Los
"neocon" se apuntan a la revolución global
Por
Eric Hobsbawn (*)
El
Mundo / Rebelión, 30/06/05
Tres
continuidades enlazan a la América de la Guerra Fría con su intento de
reafirmar su supremacía mundial a partir de 2001. La primera es su posición
de preponderancia internacional, primero fuera de la zona de influencia de
los regímenes comunistas durante la Guerra Fría y absoluta desde el
desmoronamiento de la URSS. Esta hegemonía ya no descansa meramente en la
magnitud de la economía estadounidense. Por inmensa que ésta sea, ha
declinado desde 1945 y en términos relativos lo sigue haciendo. Ya no es
el gigante mundial de la industria. El centro del mundo industrializado se
está desplazando rápidamente al Extremo Oriente. A diferencia de las
antiguas potencias imperialistas y de la mayor parte del resto de naciones
industrializadas, Estados Unidos ha dejado de ser un exportador neto de
capital y el poder financiero del Estado se basa en la continua
disponibilidad que muestran otros países, la mayoría de ellos asiáticos,
para mantener un déficit fiscal que de otro modo se haría intolerable.
Hoy
en día, la influencia de la economía estadounidense se fundamenta en
gran medida en la herencia de la Guerra Fría: la categoría de moneda
internacional que mantiene el dólar, las relaciones exteriores de las
empresas estadounidenses establecidas durante esa época (principalmente
en sectores relacionados con la Defensa), la reestructuración de los
intercambios comerciales y las operaciones financieras de acuerdo con los
patrones norteamericanos, muy a menudo bajo los auspicios de firmas de
este mismo país. Son sin duda unos activos muy importantes, que irán
disminuyendo muy lentamente. Por otro lado, como evidenció la Guerra de
Irak, la enorme influencia exterior de Estados Unidos, basada como estaba
en una auténtica «coalición de los conjurados» contra la URSS, carece
de un fundamento análogo desde la caída del Muro de Berlín. Sólo el
enorme poder militar y tecnológico de Estados Unidos está fuera de toda
duda y lo convierte en la única potencia que puede desencadenar una
intervención militar eficaz en cualquier parte del mundo sin apenas
preparación. Ya ha demostrado por dos veces su capacidad de ganar guerras
pequeñas con enorme rapidez. Y, sin embargo, como la propia Guerra de
Irak ha demostrado, ni siquiera esta fuerza destructiva sin parangón
basta para ejercer el control efectivo sobre un país que se resiste a él,
y mucho menos sobre el mundo entero. No obstante, el dominio de Estados
Unidos es real y la desintegración de la URSS lo ha hecho global.
El
segundo elemento de continuidad lo forman las peculiaridades del imperio
estadounidense, que siempre ha preferido establecer estados satélite o
los protectorados a fundar colonias propiamente dichas. El expansionismo
implícito en el nombre que se escogió para las 13 colonias
independientes de la costa atlántica (Estados Unidos de América) era
continental y no colonial. El expansionismo posterior del destino
manifiesto era continental pero también apuntaba al Extremo Oriente y se
inspiraba en la supremacía comercial y marítima del Imperio Británico.

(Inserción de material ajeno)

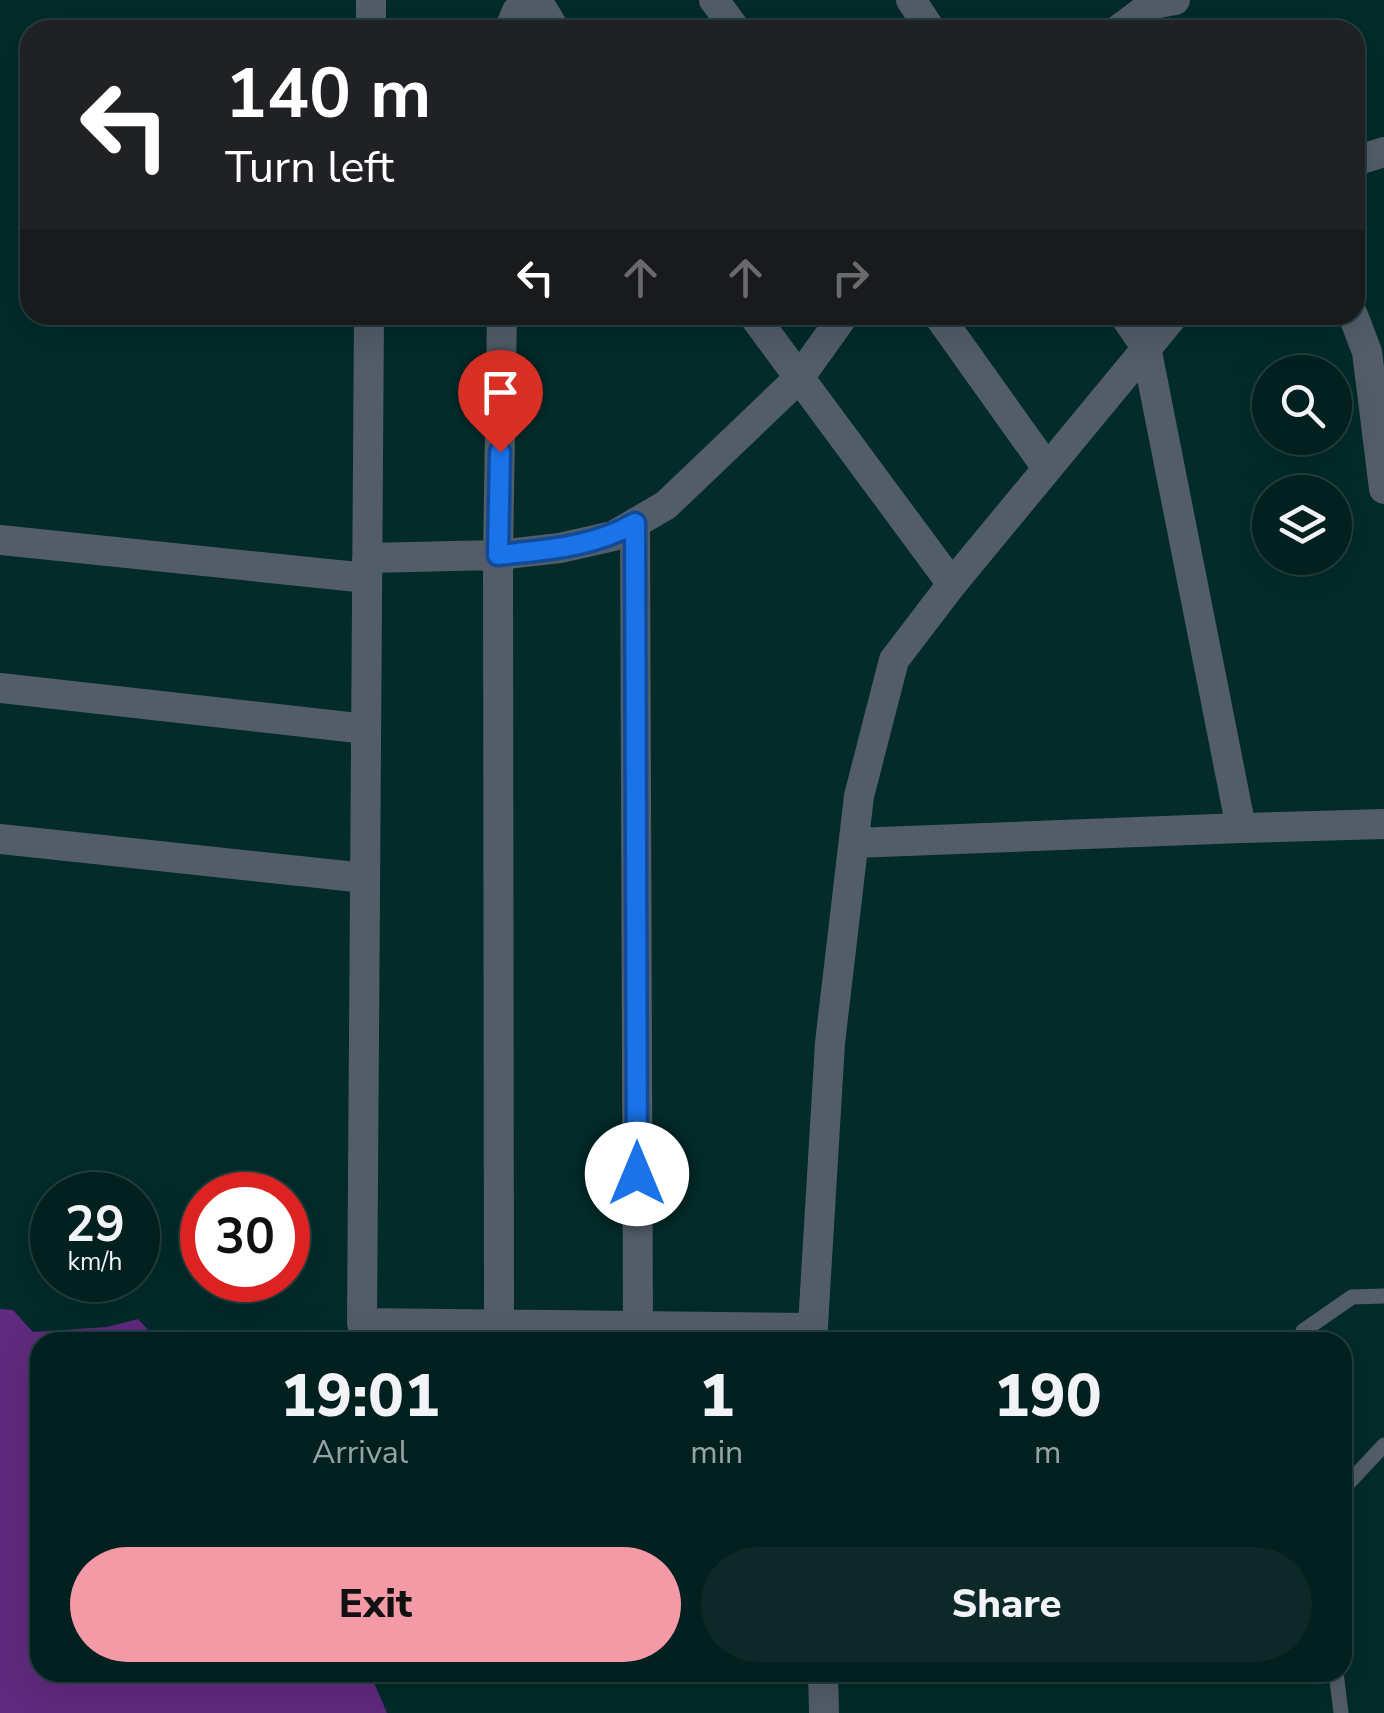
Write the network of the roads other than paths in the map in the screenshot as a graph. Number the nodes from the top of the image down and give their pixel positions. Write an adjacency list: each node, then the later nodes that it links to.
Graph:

Se podría decir incluso que la supremacía total de EEUU sobre el mundo
occidental fue demasiado ambiciosa como para limitarse a una mera
administración colonial sobre territorios concretos.
De
tal modo que el imperio americano consistió de estados técnicamente
independientes que actuaban al dictado de Washington, pero, dada su
independencia, esto exigía estar continuamente dispuesto a presionar a
sus gobiernos, incluso para posibilitar un cambio de régimen y, donde
fuera viable (como por ejemplo las diminutas repúblicas del Caribe),
intervenir militarmente cada cierto tiempo.
La
tercera continuidad vincula a los neconservadores de George Bush con la
certeza que tenían los colonos puritanos de actuar como instrumento de
Dios en la Tierra y también con la Revolución estadounidense, la cual,
como todas las grandes revoluciones, desarrolló una mentalidad mesiánica
a nivel mundial, sólo limitada por el deseo de proteger a la nueva
sociedad y a la libertad universal de la corrupción del viejo mundo. La
manera más eficaz de solucionar el conflicto entre aislacionismo y
globalismo fue explotada sistemáticamente en el siglo XX y todavía sigue
valiéndole a Washington en el XXI. Fue descubrir un enemigo exterior que
representaba una amenaza inmediata y mortal para el modo de vida americano
y sus ciudadanos. El fin de la URSS retiró al candidato más obvio, pero
a comienzos de los 90 se había detectado otro en el choque entre
Occidente y otras culturas reticentes a aceptarlo, especialmente el islam.
De ahí que el enorme potencial político que entrañaban las atrocidades
de Al Qaeda el 11 de Septiembre fuera reconocido y explotado de inmediato
por los supremacionistas de Washington.
La
I Guerra Mundial, que convirtió a EEUU en una potencia mundial, presenció
el primer intento de trasladar a la realidad estas ideas de transformación
del mundo, pero el fracaso de Woodrow Wilson fue espectacular y debería
servir de lección a los actuales ideólogos supremacionistas de
Washington, quienes correctamente reconocen a Wilson como un predecesor.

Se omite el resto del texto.